We had to have been oblivious, thinking that we could live

to a full life of family and community like others

 

After all, who misses the inevitability of a mass event like a genocide?

 

Day 44

Days and days of shallow breathing interspersed with deep sighs

days zooming into nothing

days of years and years that morphed into decades

of life as a gift, of life as worth living

days on days-ing, we weren’t even counting

 

It wasn’t as if after all those days

a veil would lift and it would have taken just those days, nothing more

 

It wasn’t as if after all those days

there was a chance that normal would morph back

as if all the seeds that had sprouted in those one hundred days

would un-sprout themselves into nothingness

 

Day 45

We watched as faith crumbled off the walls in dull clumps

We watched as prayers dissipated into clouds which then returned as drizzle to mock us

Although sometimes it rained

& sometimes it rained hard, as if the earth was sobbing

but it was never so — the earth remained dispassionate to our circumstance

 

Eventually our superstitions burst like bubbles

or floated away like motes in the light

There was nothing left to hold on to, not even time which stretched and then crunched itself wilfully

Cats and dogs roamed about, feral and hungry

People crouched in the shadows, not all feral and all the time hungry

At a half past all time, even decay stopped for a moment

 

Ours remains Eden, not even a spate of killing can change that.

 

Day 46

If truth is to be known in order to be acknowledged, then this is the truth that we know:

we know the numbers

we know the number of days

we know the circumstances

where the machetes came from and who wielded them

where the dotted line was signed

 

we know who fled

who advanced while chanting our names out loud

the names they called us

and the papers and airwaves on which these names can still be found

 

we know who claim to be the winners & the victims

we know where the markers are for where we buried the children

we know the cyclical nature of these things

 

the impossibility of knowing everything that happened

we know that true witnesses cannot speak

and that those who have words cannot articulate the inarticulable

 

we know that there are those who died without telling what they knew

we know that there are those who live without telling what they know

 

we also know that some people choose to tell and some stories choose to remain untold

 

Day 47

My sister used to look up when she remembered

Sometimes she would have a small laugh before she started to recall a story

Often she’d be laughing so hard at the reveries that we all started to laugh

Soon enough we were all laughing so hard because she was laughing

And then she laughed because we laughed

And the memory of that story dissolved into the laughter and became infused with it.

 

My sister is not here anymore

I wonder if she remembers laughing

I wonder if she remembers anything

 

Day 48

So what is it to be alive today?

 

I no longer think about the hard beneath my feet

or the give of my body into sleep

or the way my skin used to dissolve deliciously from touch

 

Is this what it is to become a haunt?

 

Day 49

There we were, lining up like frauds

There we were, receiving medals and commendations

like frauds

There we were, listening to speeches and reading the adorations

about us as heroes – like frauds

There we were

holding in ourselves, like frauds

 

All we did was stay alive

While many, many others died.

 

Day 50

This is the nature of our haunting:

silent witnesses & silence itself

neither revealing nor capable

of explication

of what any of that meant

 

What do we need nature for?

All it does is replicate its own beauty

 

100 Days: A Poetic Response to Wangechi Mutu’s #Kwibuka20#100 Days 51-60

Inspired by the quiet homage to the 1994 Rwanda Genocide that Wangechi Mutu started posting on social media on April 6, I decided to respond.

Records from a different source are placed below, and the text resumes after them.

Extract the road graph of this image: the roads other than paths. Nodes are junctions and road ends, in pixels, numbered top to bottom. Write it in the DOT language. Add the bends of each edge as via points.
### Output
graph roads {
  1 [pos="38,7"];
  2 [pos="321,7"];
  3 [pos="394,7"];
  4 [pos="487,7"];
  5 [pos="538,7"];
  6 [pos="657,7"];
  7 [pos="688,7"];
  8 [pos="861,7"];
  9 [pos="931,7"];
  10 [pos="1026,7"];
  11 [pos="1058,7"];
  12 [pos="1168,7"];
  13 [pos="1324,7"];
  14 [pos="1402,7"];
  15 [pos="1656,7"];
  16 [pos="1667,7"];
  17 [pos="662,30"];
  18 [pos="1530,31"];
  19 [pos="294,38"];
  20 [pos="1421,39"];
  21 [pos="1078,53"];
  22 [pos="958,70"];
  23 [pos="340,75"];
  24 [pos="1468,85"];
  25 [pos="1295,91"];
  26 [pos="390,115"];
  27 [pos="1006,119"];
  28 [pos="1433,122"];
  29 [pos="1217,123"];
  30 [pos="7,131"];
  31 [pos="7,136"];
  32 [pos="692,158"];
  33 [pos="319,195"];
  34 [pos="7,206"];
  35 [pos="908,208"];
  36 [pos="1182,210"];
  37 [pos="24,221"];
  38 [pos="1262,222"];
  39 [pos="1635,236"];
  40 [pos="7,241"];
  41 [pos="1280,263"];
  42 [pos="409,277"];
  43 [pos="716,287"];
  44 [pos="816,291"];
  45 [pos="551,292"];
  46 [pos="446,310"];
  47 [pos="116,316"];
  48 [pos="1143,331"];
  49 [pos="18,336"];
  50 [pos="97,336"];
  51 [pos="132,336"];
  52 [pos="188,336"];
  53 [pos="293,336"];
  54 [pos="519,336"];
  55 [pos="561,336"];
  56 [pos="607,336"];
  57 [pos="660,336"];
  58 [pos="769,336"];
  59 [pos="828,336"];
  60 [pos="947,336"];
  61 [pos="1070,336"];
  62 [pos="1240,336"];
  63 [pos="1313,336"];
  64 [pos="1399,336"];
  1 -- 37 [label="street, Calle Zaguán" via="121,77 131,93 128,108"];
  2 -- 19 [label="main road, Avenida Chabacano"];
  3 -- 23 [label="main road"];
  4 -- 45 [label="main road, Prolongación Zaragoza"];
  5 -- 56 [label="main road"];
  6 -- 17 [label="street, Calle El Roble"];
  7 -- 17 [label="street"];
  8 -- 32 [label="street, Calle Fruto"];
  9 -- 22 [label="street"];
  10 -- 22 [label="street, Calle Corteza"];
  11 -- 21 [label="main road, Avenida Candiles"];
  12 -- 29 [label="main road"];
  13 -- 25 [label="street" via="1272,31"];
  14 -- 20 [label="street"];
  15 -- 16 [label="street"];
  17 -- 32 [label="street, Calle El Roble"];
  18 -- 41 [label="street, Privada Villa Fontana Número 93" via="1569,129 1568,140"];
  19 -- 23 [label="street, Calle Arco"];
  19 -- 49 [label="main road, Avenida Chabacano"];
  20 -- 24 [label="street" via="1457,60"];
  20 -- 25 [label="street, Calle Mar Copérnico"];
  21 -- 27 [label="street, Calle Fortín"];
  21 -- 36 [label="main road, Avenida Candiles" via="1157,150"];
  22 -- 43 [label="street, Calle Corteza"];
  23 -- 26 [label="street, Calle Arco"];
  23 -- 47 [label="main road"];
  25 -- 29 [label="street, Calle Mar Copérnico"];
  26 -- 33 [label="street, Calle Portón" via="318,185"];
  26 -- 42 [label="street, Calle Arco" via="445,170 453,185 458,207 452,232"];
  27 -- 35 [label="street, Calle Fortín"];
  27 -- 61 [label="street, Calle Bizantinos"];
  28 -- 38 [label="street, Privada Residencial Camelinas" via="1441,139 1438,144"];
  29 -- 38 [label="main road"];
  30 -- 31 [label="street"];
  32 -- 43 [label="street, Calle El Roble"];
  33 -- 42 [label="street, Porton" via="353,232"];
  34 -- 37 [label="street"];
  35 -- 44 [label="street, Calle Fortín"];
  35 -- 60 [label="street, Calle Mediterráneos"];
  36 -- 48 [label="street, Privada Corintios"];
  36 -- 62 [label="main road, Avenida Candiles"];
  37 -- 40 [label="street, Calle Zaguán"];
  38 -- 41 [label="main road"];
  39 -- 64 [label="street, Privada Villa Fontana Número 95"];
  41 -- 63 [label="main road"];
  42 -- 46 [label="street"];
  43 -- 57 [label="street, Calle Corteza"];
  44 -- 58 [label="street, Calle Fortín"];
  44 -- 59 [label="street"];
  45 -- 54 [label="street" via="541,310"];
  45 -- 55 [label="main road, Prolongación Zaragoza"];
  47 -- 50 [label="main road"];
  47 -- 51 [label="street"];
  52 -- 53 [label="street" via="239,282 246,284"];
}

I offer these poetic pieces as a way to think about the way in which we navigate through knowing about and understanding the genocide and other wars that endure.

Here are Days 51 – 60 as they come

Day 51

I waited for my heart to harden after the kids were gone

I waited for the years of love to dissolve as if they never happened

I waited for the day when the remembrances of silly family laughter

would disappear with the setting sun

& I would wake up innocent,

as if I had never known anything good

 

It was starting to happen in small ways

I couldn’t recall the last good day

 

And then all the flowers poured in

In wreaths and ribbons and bouquets

Thousands and thousands and thousands of flowers

Each dead at the stalk

All dead from the moment they were cut

Every single one dead in their glorious & beautiful selves

 

Just like the people we lost

In those one hundred days

 

Day 52

So what if we were all Christian

Would the media brand it

Christian-on-Christian violence?

How do the dead declare the part of their identity they were killed for?

 

Day 53

There were echoes if one listened for them

This wasn’t the first time

 

There were echoes in Acholi

There were echoes in Armenia

There were echoes in the Americas

In Bangladesh

In Bosnia

Cambodia

The Congo

China

There were echoes in Darfur

There were echoes in England

There were echoes in Finland

In Georgia

In Germany

In Hawai’i

In Herero

In India

In Ireland

Japan

Kenya

Latvia

Mongolia

Nakapiripirit

Nairobi

There were echoes in Orange County

There were echoes in Ovambo

In Poland

In Palestine

In Queensland

In Russia

South Africa

Southern Sudan

Tonga

Uganda

Vietnam

Wales

There were echoes in Xenophobic attacks everywhere

Yugoslavia, Zimbabwe.

 

Where on this planet has not been touched?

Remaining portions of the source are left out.